Goten, intanto, continuò a guardarli curioso. Lui non riusciva a essere dispettoso con lei. A dire il vero non riusciva proprio a essere dispettoso e basta! Vide il suo amico sciogliere la posa da "io sono il più figo" e ammorbidire, forse senza volerlo, la mascella.
«Beh, sì…»
La sua risposta. Fosse stato più grande e consapevole, Goten è avrebbe immortalato quel momento, soprattutto il sorrisetto soddisfatto della biondina.
«OK! Allora prometto di non piangere più! Vado a contare!»
E a passo svelto raggiunse la postazione prescelta, ignara di essersi lasciata alle spalle un ragazzino confuso ma che adesso non le avrebbe più causato problemi.
Forse.

 
***
 

Festa d'inizio anno. Insediamento del nuovo personale e serata di beneficienza. Tutto in uno, da due anni a quella parte. Da quando Trunks Brief aveva assunto la qualifica di CEO sollevando Bulma dal carico di lavoro fattosi ormai troppo gravoso. Arriva per tutti il momento di andare in pensione, in fondo.
Trunks si fece largo tra i presenti, riuscendo a trovare una via di fuga e ad uscire dal salone principale, dove erano stati sistemati dirigenti e soci di maggior rilievo con le rispettive famiglie. Nelle due ale adiacenti, dipendenti ordinari e famiglia Brief.
E per famiglia, i Brief avevano sempre inteso gli amici di sempre.
«Eccoti! Tesoro vorrei present..»
«Ti prego mamma! Non ho fatto altro che conoscere gente e stringere mani! Dammi tregua!»
Sollevò i palmi in un gesto istintivo di difesa, lasciando sua madre con la bocca dischiusa e i grandi occhi azzurri spalancati. Temette per un momento di essere stato troppo brusco, ma detestava quelle occasioni. Detestava tutto in verità, nell'ultimo periodo, ma era più facile addossare a quel lavoro la colpa dello stress che se lo stava letteralmente mangiando vivo.
«Trunks... tutto bene tesoro?»
Dopo quella risposta, il Saiyan si sarebbe aspettato una delle famose strigliate dell'azzurra, di quelle che riservava a chiunque senza remore e da una vita. Invece la vide assumere uno sguardo quasi preoccupato, e di nuovo si trovò a pensare sarebbe stato meglio un rimprovero.
«Sono solo stanco. Voglio andarmene»
«Ti fa male il fatto non sia venuta, è così?»
La preoccupazione divenne compassione. E questo lo fece incazzare come una bestia.
«No! No e ancora no! Come devo dirtelo che non me ne frega niente?! Che l'ho voluto anche io?!»
Ringrazio' la confusione, la musica di sottofondo e una risata generale proveniente dal tavolo dell'intera comitiva per non aver reso quell'esclamazione una vera e propria piazzata. Piazzata che non scompose minimamente Bulma.

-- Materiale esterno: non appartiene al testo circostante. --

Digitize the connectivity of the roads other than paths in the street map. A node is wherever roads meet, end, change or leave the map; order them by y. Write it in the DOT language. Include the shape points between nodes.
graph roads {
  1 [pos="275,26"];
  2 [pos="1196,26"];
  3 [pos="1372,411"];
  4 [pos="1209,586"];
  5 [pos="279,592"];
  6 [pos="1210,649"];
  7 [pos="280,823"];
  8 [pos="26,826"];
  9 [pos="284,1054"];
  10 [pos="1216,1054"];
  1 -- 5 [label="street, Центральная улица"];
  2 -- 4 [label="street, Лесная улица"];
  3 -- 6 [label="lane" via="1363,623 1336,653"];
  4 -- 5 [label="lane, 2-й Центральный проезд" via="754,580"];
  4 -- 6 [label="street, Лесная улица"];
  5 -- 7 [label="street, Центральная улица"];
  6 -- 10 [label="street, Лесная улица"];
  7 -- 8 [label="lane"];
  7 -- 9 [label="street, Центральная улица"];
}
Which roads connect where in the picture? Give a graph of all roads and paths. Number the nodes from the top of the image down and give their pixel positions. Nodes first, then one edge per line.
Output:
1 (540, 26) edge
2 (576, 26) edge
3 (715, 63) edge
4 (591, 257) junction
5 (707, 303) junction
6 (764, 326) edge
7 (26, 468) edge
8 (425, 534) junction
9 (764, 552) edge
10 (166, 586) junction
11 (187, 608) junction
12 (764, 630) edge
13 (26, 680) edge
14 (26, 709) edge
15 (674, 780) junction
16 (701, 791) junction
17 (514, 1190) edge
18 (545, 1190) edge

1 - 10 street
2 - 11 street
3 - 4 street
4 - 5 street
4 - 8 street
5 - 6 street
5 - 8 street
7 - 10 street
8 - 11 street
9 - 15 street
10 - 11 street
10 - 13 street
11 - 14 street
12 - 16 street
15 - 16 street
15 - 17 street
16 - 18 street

«Inevitabile soffrirne, Trunks. Dopo tutti questi anni» 
«Mi manca come mi mancano gli altri due, mamma!» 
Li avevano ospitati che erano solo dei ragazzini dalla dubbia identità. Quel bizzarro trio era diventato parte della famiglia e nessuno aveva mai posto loro troppe domande. Poi era sopraggiunta l'adolescenza e con lei gli ormoni. Ma se per Trunks tutto questo era nuovo, di certo non si poteva dire lo stesso per Mai. Nessuno lo sapeva che lei era in verità una donna più che matura tornata fanciulla grazie di Drago Shenron. Non l'aveva saputo nessuno finché lei stessa non aveva ritenuto fossero tempi abbastanza maturi per confessare proprio a Trunks quel suo segreto incredibile.
Entrambi si erano come rassegnati al loro destino, il primo bacio era sopraggiunto casto e spontaneo al sedicesimo compleanno del mezzosangue, e dopo esso tanti altri. Sembrava tutto così scontato, spontaneo, naturale. Sapeva di casa e di sicurezza il sapere di essere sulla giusta via. Questo fino a un anno prima.
Un anno prima, Mai gli aveva fatto quella confessione e qualcosa si era inevitabilmente spezzato. E non perché Trunks fosse disturbato dal sapersi compagno di quella che avrebbe potuto essere sua madre, ma perché una cosa del genere avrebbe dovuto saperla molto prima.
E proprio allora, in silenzio e nelle lunghe notti insonni a rigirarsi nel suo letto, aveva preso a rimuginare sul senso della sua vita.
Era giusto fare qualcosa solo perché il suo alter ego del futuro l'aveva vissuta?
Quante cose li rendevano estremamente diversi?
Il mondo, le persone, la vita stessa...
Quindi, se per tutti, Bulma in primis, doveva stare con Mai perché semplicemente era "destino", per coerenza avrebbe dovuto eliminare Goku, Vegeta…Bra! Tutti coloro che nella dimensione di Mirai Trunks non erano più in vita!
Impensabile. Da brividi. Gli veniva da vomitare solo a pensarci.
E all'improvviso, l'idea di troncare quell'acerba e al tempo stesso innaturale relazione non gli era sembrata tanto folle.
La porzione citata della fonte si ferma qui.